[Stored data]
============================================================

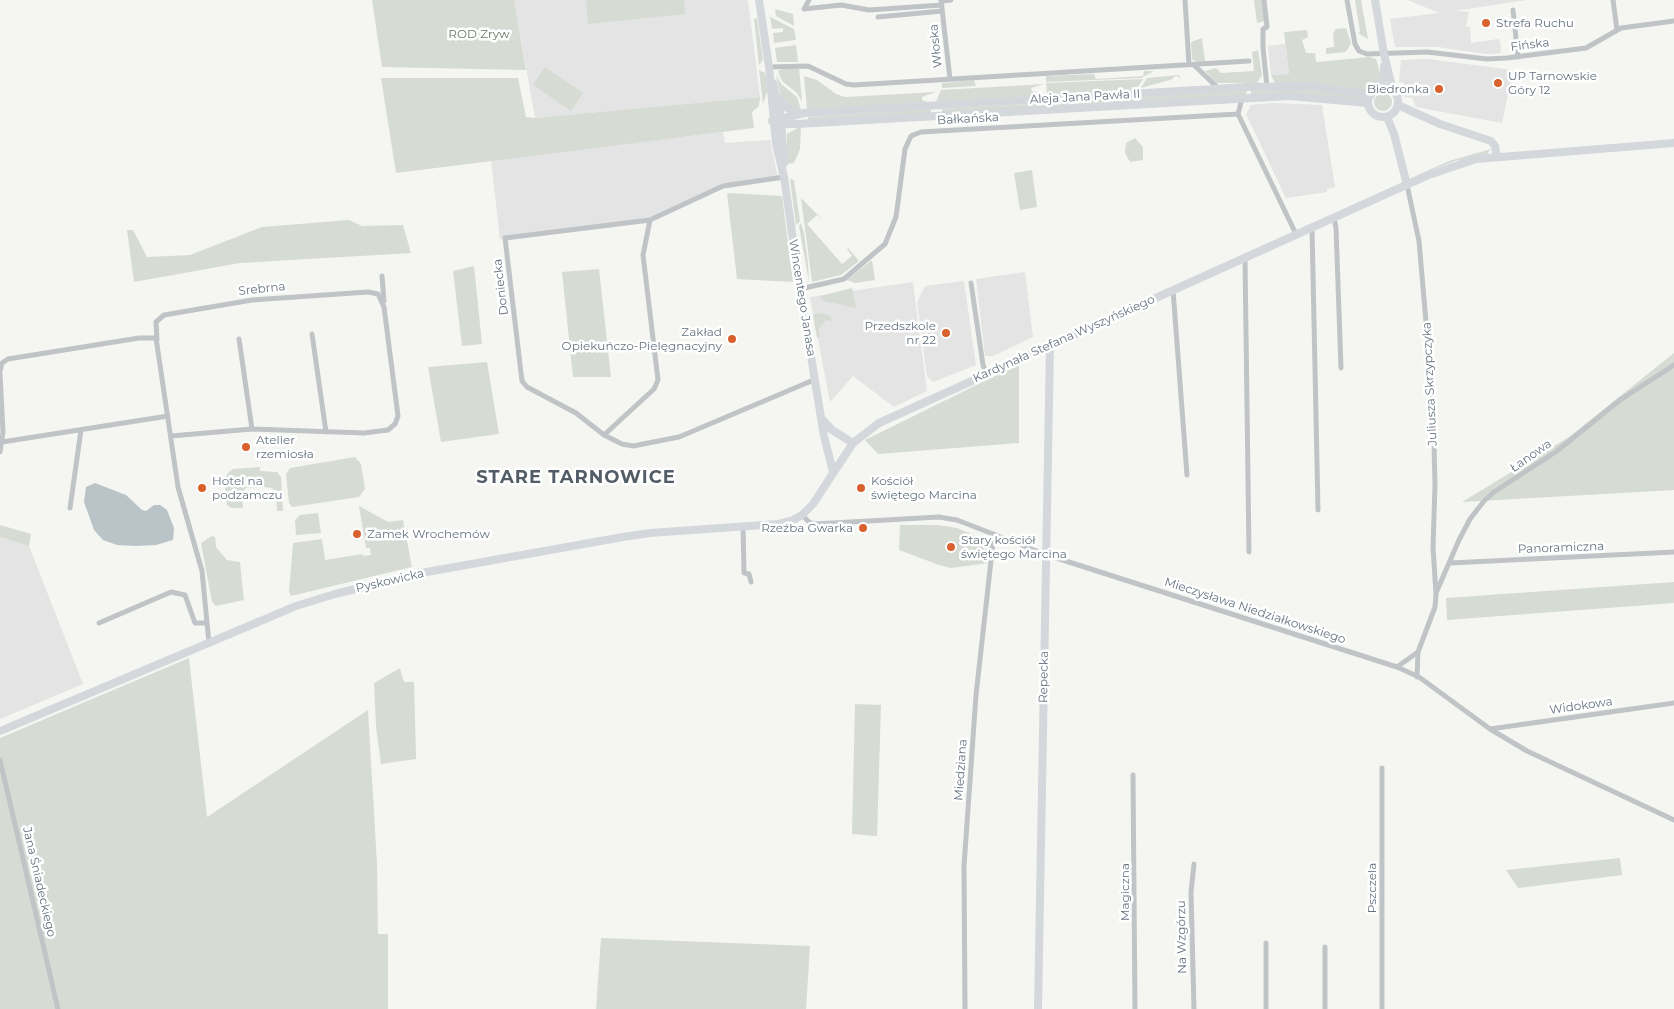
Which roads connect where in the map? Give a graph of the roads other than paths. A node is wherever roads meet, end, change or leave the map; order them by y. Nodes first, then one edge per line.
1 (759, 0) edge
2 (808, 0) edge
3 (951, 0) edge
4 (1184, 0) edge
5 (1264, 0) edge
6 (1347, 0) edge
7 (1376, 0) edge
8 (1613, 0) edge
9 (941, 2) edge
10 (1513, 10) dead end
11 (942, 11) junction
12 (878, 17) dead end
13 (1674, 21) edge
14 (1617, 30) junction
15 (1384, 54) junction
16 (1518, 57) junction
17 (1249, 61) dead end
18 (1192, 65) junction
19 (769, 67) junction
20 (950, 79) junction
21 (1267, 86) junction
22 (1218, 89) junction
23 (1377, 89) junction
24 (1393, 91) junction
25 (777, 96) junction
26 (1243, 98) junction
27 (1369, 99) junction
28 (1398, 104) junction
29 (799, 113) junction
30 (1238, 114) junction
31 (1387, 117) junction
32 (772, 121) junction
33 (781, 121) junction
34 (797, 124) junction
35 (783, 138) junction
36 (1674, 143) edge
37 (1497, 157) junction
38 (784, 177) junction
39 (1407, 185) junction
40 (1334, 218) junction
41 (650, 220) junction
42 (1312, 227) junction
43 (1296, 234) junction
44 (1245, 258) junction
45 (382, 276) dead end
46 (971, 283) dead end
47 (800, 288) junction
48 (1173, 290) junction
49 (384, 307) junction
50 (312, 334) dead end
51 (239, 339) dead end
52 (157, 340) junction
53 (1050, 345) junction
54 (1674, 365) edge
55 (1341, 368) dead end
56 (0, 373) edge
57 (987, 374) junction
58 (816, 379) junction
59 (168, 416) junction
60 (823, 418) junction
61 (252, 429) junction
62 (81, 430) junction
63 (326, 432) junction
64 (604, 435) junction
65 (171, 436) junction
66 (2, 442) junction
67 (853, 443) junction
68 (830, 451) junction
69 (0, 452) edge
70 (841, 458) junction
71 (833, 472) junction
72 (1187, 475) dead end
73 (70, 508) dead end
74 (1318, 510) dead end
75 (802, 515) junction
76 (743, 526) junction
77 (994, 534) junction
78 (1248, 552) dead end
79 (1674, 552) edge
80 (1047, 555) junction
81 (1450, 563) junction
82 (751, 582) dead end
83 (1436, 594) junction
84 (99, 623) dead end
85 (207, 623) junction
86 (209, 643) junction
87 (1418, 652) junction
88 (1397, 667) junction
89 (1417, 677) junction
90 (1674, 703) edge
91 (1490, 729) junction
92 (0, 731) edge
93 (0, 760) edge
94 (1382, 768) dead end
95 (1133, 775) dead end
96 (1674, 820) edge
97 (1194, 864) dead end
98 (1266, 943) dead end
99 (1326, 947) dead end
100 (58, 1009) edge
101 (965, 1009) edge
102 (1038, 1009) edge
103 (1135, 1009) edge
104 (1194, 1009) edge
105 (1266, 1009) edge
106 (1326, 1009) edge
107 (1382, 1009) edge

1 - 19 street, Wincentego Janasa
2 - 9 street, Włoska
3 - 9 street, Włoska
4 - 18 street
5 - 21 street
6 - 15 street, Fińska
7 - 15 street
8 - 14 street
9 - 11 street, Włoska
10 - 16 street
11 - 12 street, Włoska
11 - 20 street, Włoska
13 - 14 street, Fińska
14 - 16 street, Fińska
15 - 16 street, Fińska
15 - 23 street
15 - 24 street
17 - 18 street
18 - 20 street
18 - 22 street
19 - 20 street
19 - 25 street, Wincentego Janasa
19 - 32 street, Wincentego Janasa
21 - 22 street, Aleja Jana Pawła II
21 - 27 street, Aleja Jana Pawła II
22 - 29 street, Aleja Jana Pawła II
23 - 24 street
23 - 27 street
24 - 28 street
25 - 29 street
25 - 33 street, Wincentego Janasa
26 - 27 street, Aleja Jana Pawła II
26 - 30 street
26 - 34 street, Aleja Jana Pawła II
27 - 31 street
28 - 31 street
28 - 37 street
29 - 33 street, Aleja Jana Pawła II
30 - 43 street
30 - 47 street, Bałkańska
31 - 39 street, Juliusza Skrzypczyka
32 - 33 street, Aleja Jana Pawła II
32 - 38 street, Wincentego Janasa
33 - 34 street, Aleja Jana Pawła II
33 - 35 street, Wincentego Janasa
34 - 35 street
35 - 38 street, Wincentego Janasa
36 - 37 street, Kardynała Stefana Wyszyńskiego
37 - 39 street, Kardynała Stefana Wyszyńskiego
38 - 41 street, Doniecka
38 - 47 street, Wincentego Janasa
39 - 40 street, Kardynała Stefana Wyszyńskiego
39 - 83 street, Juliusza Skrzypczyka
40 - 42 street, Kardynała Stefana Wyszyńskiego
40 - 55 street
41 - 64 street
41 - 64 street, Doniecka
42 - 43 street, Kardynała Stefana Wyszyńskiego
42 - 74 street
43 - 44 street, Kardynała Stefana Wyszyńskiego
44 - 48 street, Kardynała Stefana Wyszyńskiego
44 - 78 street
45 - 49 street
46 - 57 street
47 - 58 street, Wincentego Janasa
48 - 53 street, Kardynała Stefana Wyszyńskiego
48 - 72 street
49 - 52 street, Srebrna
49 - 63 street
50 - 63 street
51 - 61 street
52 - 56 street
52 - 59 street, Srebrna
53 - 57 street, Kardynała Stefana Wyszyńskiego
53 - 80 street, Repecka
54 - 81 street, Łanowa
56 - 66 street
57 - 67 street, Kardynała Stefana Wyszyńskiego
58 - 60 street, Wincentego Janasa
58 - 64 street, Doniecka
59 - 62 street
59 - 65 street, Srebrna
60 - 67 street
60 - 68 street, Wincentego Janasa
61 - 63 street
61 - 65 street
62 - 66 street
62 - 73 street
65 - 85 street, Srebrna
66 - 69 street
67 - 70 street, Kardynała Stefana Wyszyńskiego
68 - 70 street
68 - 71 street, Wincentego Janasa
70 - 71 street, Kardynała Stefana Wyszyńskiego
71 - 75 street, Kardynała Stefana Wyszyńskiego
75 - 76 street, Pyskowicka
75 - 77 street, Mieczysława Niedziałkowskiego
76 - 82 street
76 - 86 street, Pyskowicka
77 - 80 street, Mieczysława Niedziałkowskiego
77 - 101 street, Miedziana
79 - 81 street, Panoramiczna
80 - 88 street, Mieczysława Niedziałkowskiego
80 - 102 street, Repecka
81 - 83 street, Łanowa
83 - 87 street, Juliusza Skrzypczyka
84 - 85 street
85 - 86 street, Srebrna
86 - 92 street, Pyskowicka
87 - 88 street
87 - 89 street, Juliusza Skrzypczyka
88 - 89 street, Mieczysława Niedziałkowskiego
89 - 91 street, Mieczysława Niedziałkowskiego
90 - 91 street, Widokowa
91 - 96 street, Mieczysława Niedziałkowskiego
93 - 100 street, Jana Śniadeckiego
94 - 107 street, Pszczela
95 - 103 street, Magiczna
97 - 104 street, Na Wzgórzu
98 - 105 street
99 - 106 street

============================================================

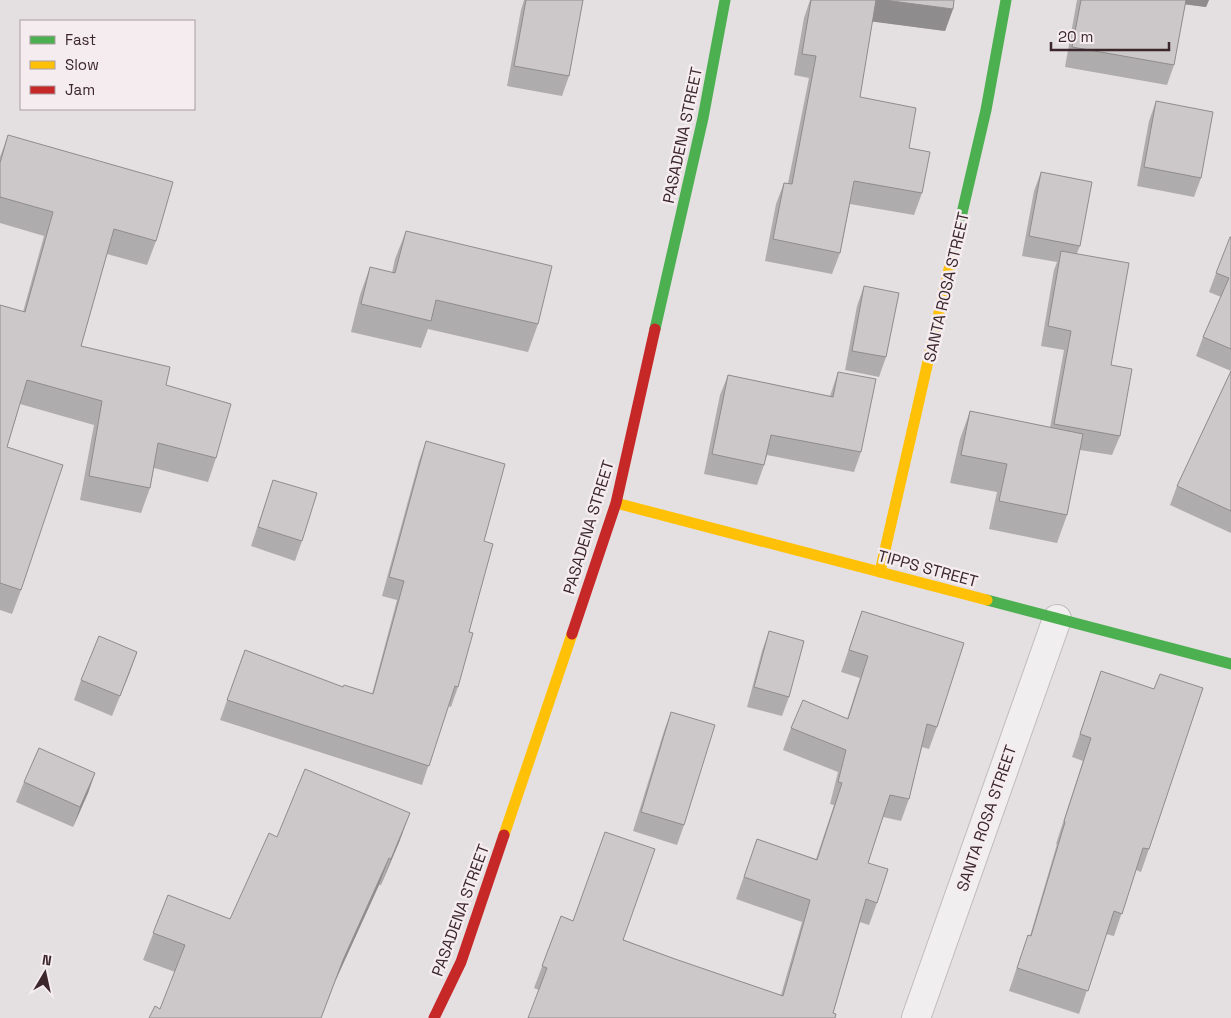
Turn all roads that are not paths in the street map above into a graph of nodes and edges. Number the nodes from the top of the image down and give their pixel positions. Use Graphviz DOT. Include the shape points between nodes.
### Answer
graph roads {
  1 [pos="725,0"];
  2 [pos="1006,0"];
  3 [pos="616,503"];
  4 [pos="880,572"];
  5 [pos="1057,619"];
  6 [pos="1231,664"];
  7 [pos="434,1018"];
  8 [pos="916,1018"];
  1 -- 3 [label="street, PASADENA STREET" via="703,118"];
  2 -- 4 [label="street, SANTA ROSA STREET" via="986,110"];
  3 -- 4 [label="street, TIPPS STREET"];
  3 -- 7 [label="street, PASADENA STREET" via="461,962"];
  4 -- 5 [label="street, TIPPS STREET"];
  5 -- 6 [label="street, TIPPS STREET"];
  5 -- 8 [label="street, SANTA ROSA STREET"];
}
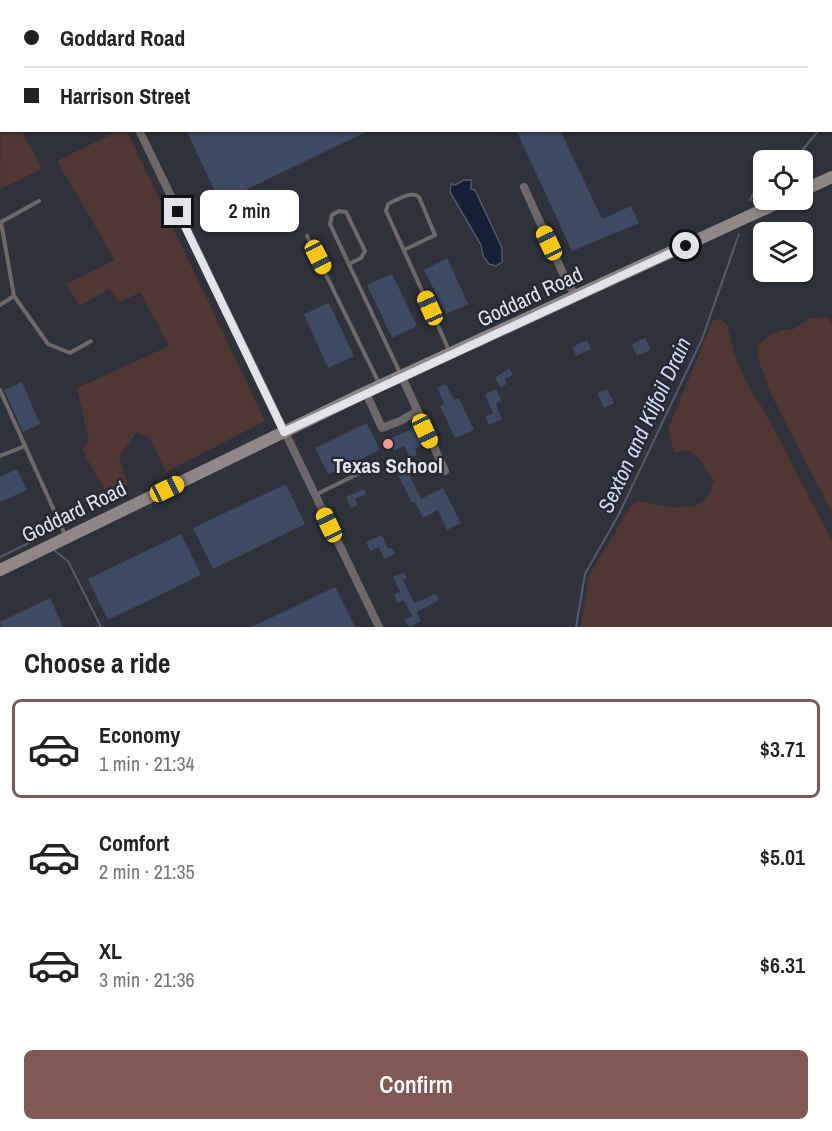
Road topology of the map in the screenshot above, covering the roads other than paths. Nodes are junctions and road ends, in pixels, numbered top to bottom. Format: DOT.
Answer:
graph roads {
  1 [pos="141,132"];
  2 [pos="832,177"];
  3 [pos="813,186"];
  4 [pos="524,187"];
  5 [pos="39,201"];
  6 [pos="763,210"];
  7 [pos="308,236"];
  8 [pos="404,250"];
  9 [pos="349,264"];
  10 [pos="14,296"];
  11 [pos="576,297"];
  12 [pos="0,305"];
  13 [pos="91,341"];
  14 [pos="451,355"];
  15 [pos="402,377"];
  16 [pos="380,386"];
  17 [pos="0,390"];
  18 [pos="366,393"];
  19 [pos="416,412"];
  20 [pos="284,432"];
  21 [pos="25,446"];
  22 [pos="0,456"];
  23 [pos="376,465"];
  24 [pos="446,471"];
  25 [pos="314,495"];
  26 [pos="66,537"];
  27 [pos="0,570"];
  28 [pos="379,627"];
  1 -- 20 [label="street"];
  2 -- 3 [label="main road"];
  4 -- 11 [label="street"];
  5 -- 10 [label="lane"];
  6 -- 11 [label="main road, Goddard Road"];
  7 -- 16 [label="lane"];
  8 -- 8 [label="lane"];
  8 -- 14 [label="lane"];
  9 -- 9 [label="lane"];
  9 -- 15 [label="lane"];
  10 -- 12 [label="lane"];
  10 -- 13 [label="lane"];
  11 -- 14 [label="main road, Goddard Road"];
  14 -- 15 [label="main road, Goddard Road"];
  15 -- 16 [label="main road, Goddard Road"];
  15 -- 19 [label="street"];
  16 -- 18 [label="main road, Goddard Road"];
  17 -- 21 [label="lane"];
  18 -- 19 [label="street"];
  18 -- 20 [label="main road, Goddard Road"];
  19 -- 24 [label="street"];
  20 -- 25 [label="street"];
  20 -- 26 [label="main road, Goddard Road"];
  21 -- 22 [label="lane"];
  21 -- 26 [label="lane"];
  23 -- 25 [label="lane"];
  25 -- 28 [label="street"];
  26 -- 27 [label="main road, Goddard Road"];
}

============================================================

Aim of the exercise ->
If a line in the records contains the word "above", copy it.

Exercise solution ->
Turn all roads that are not paths in the street map above into a graph of nodes and edges. Number the nodes from the top of the image down and give their pixel positions. Use Graphviz DOT. Include the shape points between nodes.
Road topology of the map in the screenshot above, covering the roads other than paths. Nodes are junctions and road ends, in pixels, numbered top to bottom. Format: DOT.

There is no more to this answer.